A. Propriety of Removal of Third-Party Action

HUD, in its brief, argues that the District Court erred in concluding that it had jurisdiction over the subject matter of the third-party action against HUD based upon 12 U.S.C. § 1702.3 After rejecting a number of possible alternative bases for jurisdiction over the third-party action, HUD posits that perhaps the District Court had diversity jurisdiction over the foreclosure action. See 28 U.S.C. § 1332 (1982). While we agree with HUD that the District Court lacked jurisdiction in this case, we base our conclusion squarely upon failure to satisfy the requirements for removal.

It is a well established, albeit not uncriticized, principle of removal jurisdiction that the federal court’s exercise of jurisdiction upon removal is derivative — if the state court from whence the action is removed had no jurisdiction then the federal court “receives” none even if original jurisdiction in the federal court would have been proper.4 See Lambert Run Coal Co. v. Baltimore & Ohio Ry., 258 U.S. 377, 382, 42 S.Ct. 349, 351, 66 L.Ed. 671 (1922); Chivas Prods., Ltd. v. Owen, 864 F.2d 1280, 1286 (6th Cir.1988); 14A C. Wright, A. Miller & E. Cooper, Federal Practice and Procedure, § 3721 at 195 (1985) (hereinafter Federal Practice and Procedure). We therefore must determine whether the third-party claim against HUD was properly within the jurisdiction of the state court. We conclude it was not.

In examining the propriety of state-court jurisdiction over cases arising under federal laws we must presume that state courts enjoy jurisdiction concurrent with that of the federal courts. Gulf Offshore Co. v. Mobil Oil Corp., 453 U.S. 473, 477-78, 101 S.Ct. 2870, 2874-75, 69 L.Ed.2d 784 (1981). See also Charles Dowd Box Co. v. Courtney, 368 U.S. 502, 507-08, 82 S.Ct. 519, 522-23, 7 L.Ed.2d 483 (1962). Congress, however, may choose to make federal jurisdiction exclusive either explicitly or implicitly. Therefore, we must determine whether the presumption of concurrent jurisdiction has been rebutted in this instance “by an explicit statutory directive, by unmistakable implication from legislative history, or by a clear incompatibility between state-[193]*193court jurisdiction and federal interests.” Gulf Offshore Co., 453 U.S. at 478, 101 S.Ct. at 2875.

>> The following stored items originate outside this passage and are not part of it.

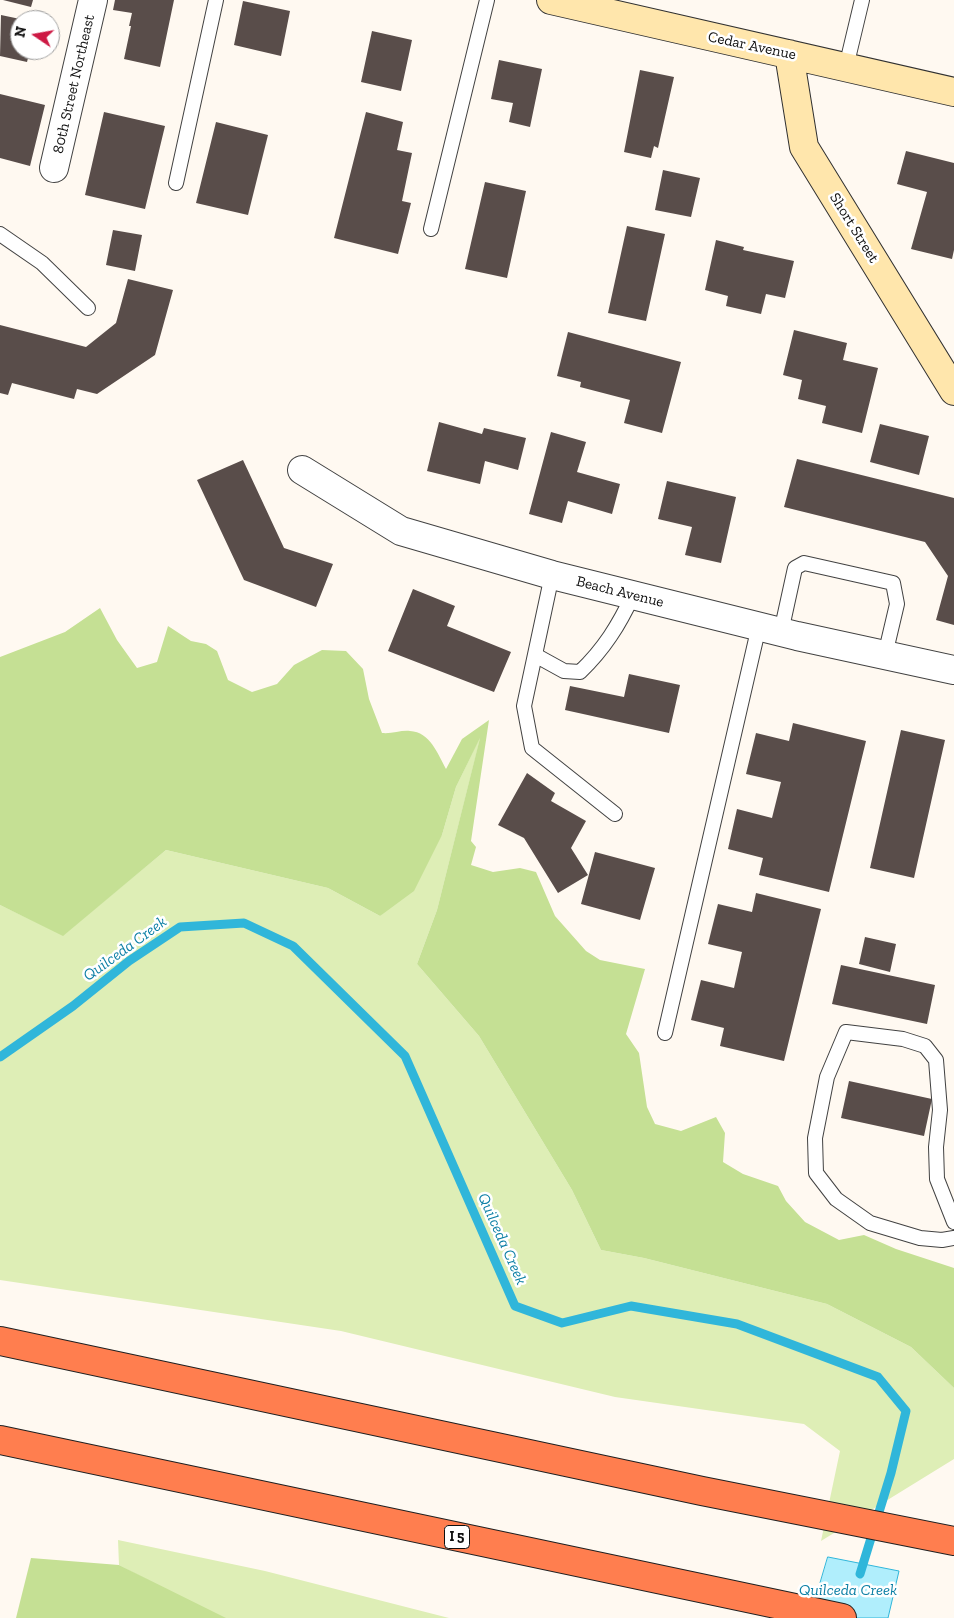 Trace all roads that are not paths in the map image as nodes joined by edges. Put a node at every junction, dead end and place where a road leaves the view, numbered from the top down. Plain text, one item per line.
1 (93, 0) edge
2 (216, 0) edge
3 (487, 0) edge
4 (551, 0) edge
5 (862, 0) edge
6 (595, 5) edge
7 (789, 54) junction
8 (846, 67) junction
9 (954, 92) edge
10 (54, 168) dead end
11 (176, 183) dead end
12 (431, 229) dead end
13 (0, 234) edge
14 (88, 308) dead end
15 (954, 390) edge
16 (302, 470) dead end
17 (552, 575) junction
18 (633, 595) junction
19 (770, 629) junction
20 (535, 655) junction
21 (885, 655) junction
22 (954, 670) edge
23 (615, 814) dead end
24 (665, 1033) dead end
25 (954, 1222) edge
26 (954, 1238) edge
27 (0, 1341) edge
28 (0, 1440) edge
29 (944, 1539) edge
30 (842, 1618) edge

1 - 10 street, 80th Street Northeast
2 - 11 lane
3 - 12 lane
4 - 6 street, Cedar Avenue
5 - 8 lane
6 - 7 street, Cedar Avenue
7 - 8 street, Cedar Avenue
7 - 15 street, Short Street
8 - 9 street, Cedar Avenue
13 - 14 lane
16 - 17 street, Beach Avenue
17 - 18 street, Beach Avenue
17 - 20 lane
18 - 19 street, Beach Avenue
18 - 20 lane
19 - 21 street, Beach Avenue
19 - 21 lane
19 - 24 lane
20 - 23 lane
21 - 22 street, Beach Avenue
25 - 26 lane
27 - 29 highway
28 - 30 highway, I 5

LeCrone’s third-party action against HUD is for judicial review of federal agency action under the APA. Although Congress did not explicitly grant federal courts exclusive jurisdiction to entertain APA suits, we believe Congress implicitly confined jurisdiction to the federal courts when it limited the waiver of sovereign immunity contained in section 702 of the Act to claims brought “in a court of the United States.” 5 U.S.C. § 702 (1982). See Aminoil U.S.A., Inc. v. California Water Resources Control Bd., 674 F.2d 1227, 1233 (9th Cir.1982) (quoting H.R.Rep. No. 94-1656, 94th Cong. 2d Sess. 11 (1976), reprinted in [1976] U.S.Code Cong. & Admin.News 6121, 6131); 14 Federal Practice and Procedure § 3659 at 357-58. If Congress had intended the state courts to be proper fora for suits seeking judicial review under the APA Congress would have waived sovereign immunity for suits in state courts as well. By refusing to waive sovereign immunity for APA actions in the state courts Congress has implicitly vested exclusive jurisdiction over these actions in the federal courts. See Charles Dowd Box Co., 368 U.S. at 508, 82 S.Ct.